**PROBLEM TO SOLVE:**
Omitting all images, set down every line below exactly as it appears.

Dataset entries
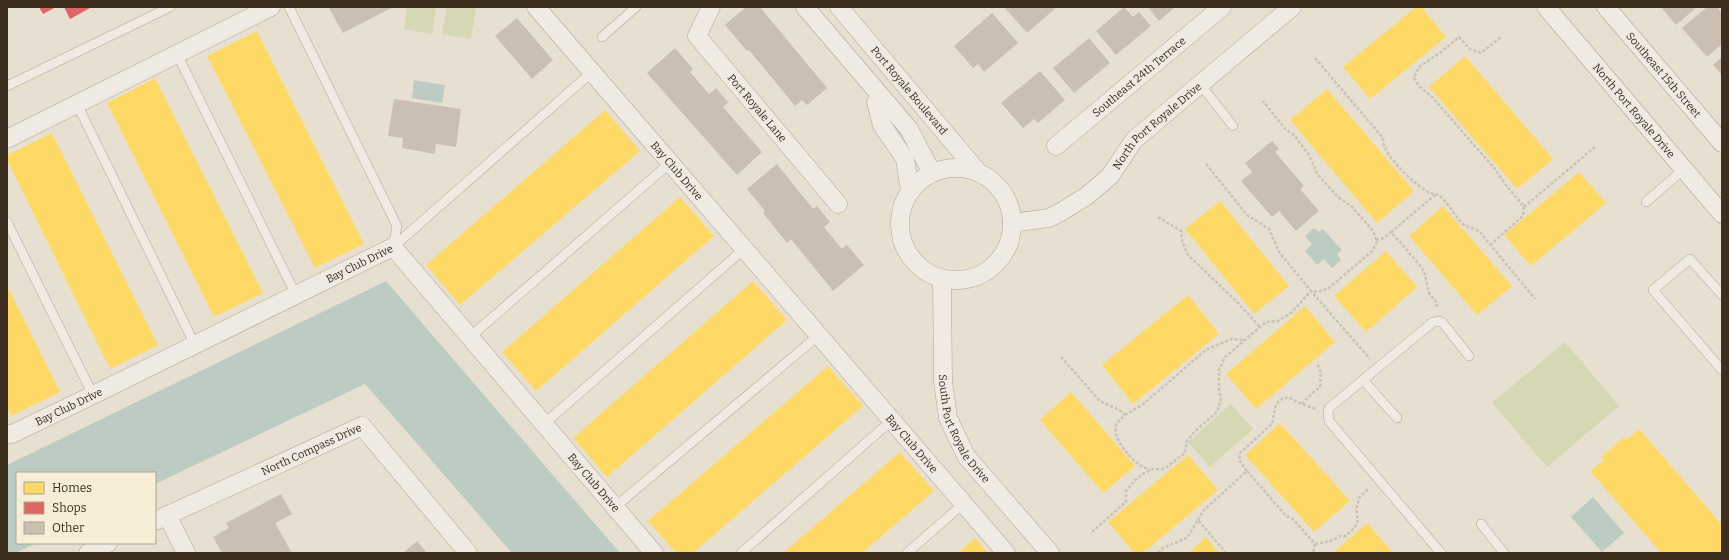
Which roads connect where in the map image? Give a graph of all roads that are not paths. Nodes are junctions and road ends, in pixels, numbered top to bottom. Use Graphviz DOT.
graph roads {
  1 [pos="170,7"];
  2 [pos="271,7"];
  3 [pos="289,7"];
  4 [pos="536,7"];
  5 [pos="636,7"];
  6 [pos="711,7"];
  7 [pos="806,7"];
  8 [pos="839,7"];
  9 [pos="1222,7"];
  10 [pos="1292,7"];
  11 [pos="1546,7"];
  12 [pos="1606,7"];
  13 [pos="602,37"];
  14 [pos="177,54"];
  15 [pos="592,72"];
  16 [pos="864,77"];
  17 [pos="1200,84"];
  18 [pos="7,86"];
  19 [pos="77,104"];
  20 [pos="921,104"];
  21 [pos="901,121"];
  22 [pos="1233,126"];
  23 [pos="7,140"];
  24 [pos="1722,143"];
  25 [pos="1056,146"];
  26 [pos="670,163"];
  27 [pos="1684,169"];
  28 [pos="979,173"];
  29 [pos="921,181"];
  30 [pos="1646,202"];
  31 [pos="838,204"];
  32 [pos="1722,214"];
  33 [pos="7,222"];
  34 [pos="1012,223"];
  35 [pos="393,246"];
  36 [pos="744,249"];
  37 [pos="942,279"];
  38 [pos="296,295"];
  39 [pos="1722,295"];
  40 [pos="818,335"];
  41 [pos="470,337"];
  42 [pos="195,345"];
  43 [pos="1469,356"];
  44 [pos="1722,370"];
  45 [pos="1363,380"];
  46 [pos="93,395"];
  47 [pos="1397,418"];
  48 [pos="892,420"];
  49 [pos="544,424"];
  50 [pos="7,434"];
  51 [pos="963,504"];
  52 [pos="615,507"];
  53 [pos="161,518"];
  54 [pos="1481,524"];
  55 [pos="106,544"];
  56 [pos="88,553"];
  57 [pos="186,553"];
  58 [pos="468,553"];
  59 [pos="654,553"];
  60 [pos="741,553"];
  61 [pos="907,553"];
  62 [pos="1006,553"];
  63 [pos="1050,553"];
  64 [pos="1440,553"];
  65 [pos="1504,553"];
  1 -- 18 [label="lane"];
  2 -- 14 [label="street"];
  3 -- 35 [label="lane"];
  4 -- 15 [label="street, Bay Club Drive"];
  5 -- 13 [label="lane"];
  6 -- 31 [label="street, Port Royale Lane"];
  7 -- 16 [label="street"];
  8 -- 20 [label="street, Port Royale Boulevard"];
  9 -- 25 [label="street, Southeast 24th Terrace"];
  10 -- 17 [label="street, North Port Royale Drive"];
  11 -- 27 [label="street, North Port Royale Drive"];
  12 -- 24 [label="street, Southeast 15th Street"];
  14 -- 19 [label="street"];
  14 -- 38 [label="lane"];
  15 -- 26 [label="street, Bay Club Drive"];
  15 -- 35 [label="lane"];
  16 -- 21 [label="street"];
  16 -- 29 [label="street"];
  17 -- 22 [label="lane"];
  17 -- 34 [label="street, North Port Royale Drive"];
  19 -- 23 [label="street"];
  19 -- 42 [label="lane"];
  20 -- 21 [label="street"];
  20 -- 28 [label="street, Port Royale Boulevard"];
  21 -- 29 [label="street"];
  26 -- 36 [label="street, Bay Club Drive"];
  26 -- 41 [label="lane"];
  27 -- 30 [label="lane"];
  27 -- 32 [label="street, North Port Royale Drive"];
  28 -- 29 [label="street"];
  28 -- 34 [label="street"];
  29 -- 37 [label="street"];
  33 -- 46 [label="lane"];
  34 -- 37 [label="street"];
  35 -- 38 [label="street, Bay Club Drive"];
  35 -- 41 [label="street, Bay Club Drive"];
  36 -- 40 [label="street, Bay Club Drive"];
  36 -- 49 [label="lane"];
  37 -- 63 [label="street, South Port Royale Drive"];
  38 -- 42 [label="street, Bay Club Drive"];
  39 -- 44 [label="lane"];
  40 -- 48 [label="street, Bay Club Drive"];
  40 -- 52 [label="lane"];
  41 -- 49 [label="street, Bay Club Drive"];
  42 -- 46 [label="street, Bay Club Drive"];
  43 -- 45 [label="lane"];
  45 -- 47 [label="lane"];
  45 -- 64 [label="lane"];
  46 -- 50 [label="street, Bay Club Drive"];
  48 -- 51 [label="street, Bay Club Drive"];
  48 -- 60 [label="lane"];
  49 -- 52 [label="street, Bay Club Drive"];
  51 -- 61 [label="lane"];
  51 -- 62 [label="street, Bay Club Drive"];
  52 -- 59 [label="street, Bay Club Drive"];
  53 -- 57 [label="street"];
  53 -- 58 [label="street, North Compass Drive"];
  54 -- 65 [label="lane"];
  55 -- 56 [label="street"];
}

**WRITTEN REPLY:**
Which roads connect where in the map image? Give a graph of all roads that are not paths. Nodes are junctions and road ends, in pixels, numbered top to bottom. Use Graphviz DOT.
graph roads {
  1 [pos="170,7"];
  2 [pos="271,7"];
  3 [pos="289,7"];
  4 [pos="536,7"];
  5 [pos="636,7"];
  6 [pos="711,7"];
  7 [pos="806,7"];
  8 [pos="839,7"];
  9 [pos="1222,7"];
  10 [pos="1292,7"];
  11 [pos="1546,7"];
  12 [pos="1606,7"];
  13 [pos="602,37"];
  14 [pos="177,54"];
  15 [pos="592,72"];
  16 [pos="864,77"];
  17 [pos="1200,84"];
  18 [pos="7,86"];
  19 [pos="77,104"];
  20 [pos="921,104"];
  21 [pos="901,121"];
  22 [pos="1233,126"];
  23 [pos="7,140"];
  24 [pos="1722,143"];
  25 [pos="1056,146"];
  26 [pos="670,163"];
  27 [pos="1684,169"];
  28 [pos="979,173"];
  29 [pos="921,181"];
  30 [pos="1646,202"];
  31 [pos="838,204"];
  32 [pos="1722,214"];
  33 [pos="7,222"];
  34 [pos="1012,223"];
  35 [pos="393,246"];
  36 [pos="744,249"];
  37 [pos="942,279"];
  38 [pos="296,295"];
  39 [pos="1722,295"];
  40 [pos="818,335"];
  41 [pos="470,337"];
  42 [pos="195,345"];
  43 [pos="1469,356"];
  44 [pos="1722,370"];
  45 [pos="1363,380"];
  46 [pos="93,395"];
  47 [pos="1397,418"];
  48 [pos="892,420"];
  49 [pos="544,424"];
  50 [pos="7,434"];
  51 [pos="963,504"];
  52 [pos="615,507"];
  53 [pos="161,518"];
  54 [pos="1481,524"];
  55 [pos="106,544"];
  56 [pos="88,553"];
  57 [pos="186,553"];
  58 [pos="468,553"];
  59 [pos="654,553"];
  60 [pos="741,553"];
  61 [pos="907,553"];
  62 [pos="1006,553"];
  63 [pos="1050,553"];
  64 [pos="1440,553"];
  65 [pos="1504,553"];
  1 -- 18 [label="lane"];
  2 -- 14 [label="street"];
  3 -- 35 [label="lane"];
  4 -- 15 [label="street, Bay Club Drive"];
  5 -- 13 [label="lane"];
  6 -- 31 [label="street, Port Royale Lane"];
  7 -- 16 [label="street"];
  8 -- 20 [label="street, Port Royale Boulevard"];
  9 -- 25 [label="street, Southeast 24th Terrace"];
  10 -- 17 [label="street, North Port Royale Drive"];
  11 -- 27 [label="street, North Port Royale Drive"];
  12 -- 24 [label="street, Southeast 15th Street"];
  14 -- 19 [label="street"];
  14 -- 38 [label="lane"];
  15 -- 26 [label="street, Bay Club Drive"];
  15 -- 35 [label="lane"];
  16 -- 21 [label="street"];
  16 -- 29 [label="street"];
  17 -- 22 [label="lane"];
  17 -- 34 [label="street, North Port Royale Drive"];
  19 -- 23 [label="street"];
  19 -- 42 [label="lane"];
  20 -- 21 [label="street"];
  20 -- 28 [label="street, Port Royale Boulevard"];
  21 -- 29 [label="street"];
  26 -- 36 [label="street, Bay Club Drive"];
  26 -- 41 [label="lane"];
  27 -- 30 [label="lane"];
  27 -- 32 [label="street, North Port Royale Drive"];
  28 -- 29 [label="street"];
  28 -- 34 [label="street"];
  29 -- 37 [label="street"];
  33 -- 46 [label="lane"];
  34 -- 37 [label="street"];
  35 -- 38 [label="street, Bay Club Drive"];
  35 -- 41 [label="street, Bay Club Drive"];
  36 -- 40 [label="street, Bay Club Drive"];
  36 -- 49 [label="lane"];
  37 -- 63 [label="street, South Port Royale Drive"];
  38 -- 42 [label="street, Bay Club Drive"];
  39 -- 44 [label="lane"];
  40 -- 48 [label="street, Bay Club Drive"];
  40 -- 52 [label="lane"];
  41 -- 49 [label="street, Bay Club Drive"];
  42 -- 46 [label="street, Bay Club Drive"];
  43 -- 45 [label="lane"];
  45 -- 47 [label="lane"];
  45 -- 64 [label="lane"];
  46 -- 50 [label="street, Bay Club Drive"];
  48 -- 51 [label="street, Bay Club Drive"];
  48 -- 60 [label="lane"];
  49 -- 52 [label="street, Bay Club Drive"];
  51 -- 61 [label="lane"];
  51 -- 62 [label="street, Bay Club Drive"];
  52 -- 59 [label="street, Bay Club Drive"];
  53 -- 57 [label="street"];
  53 -- 58 [label="street, North Compass Drive"];
  54 -- 65 [label="lane"];
  55 -- 56 [label="street"];
}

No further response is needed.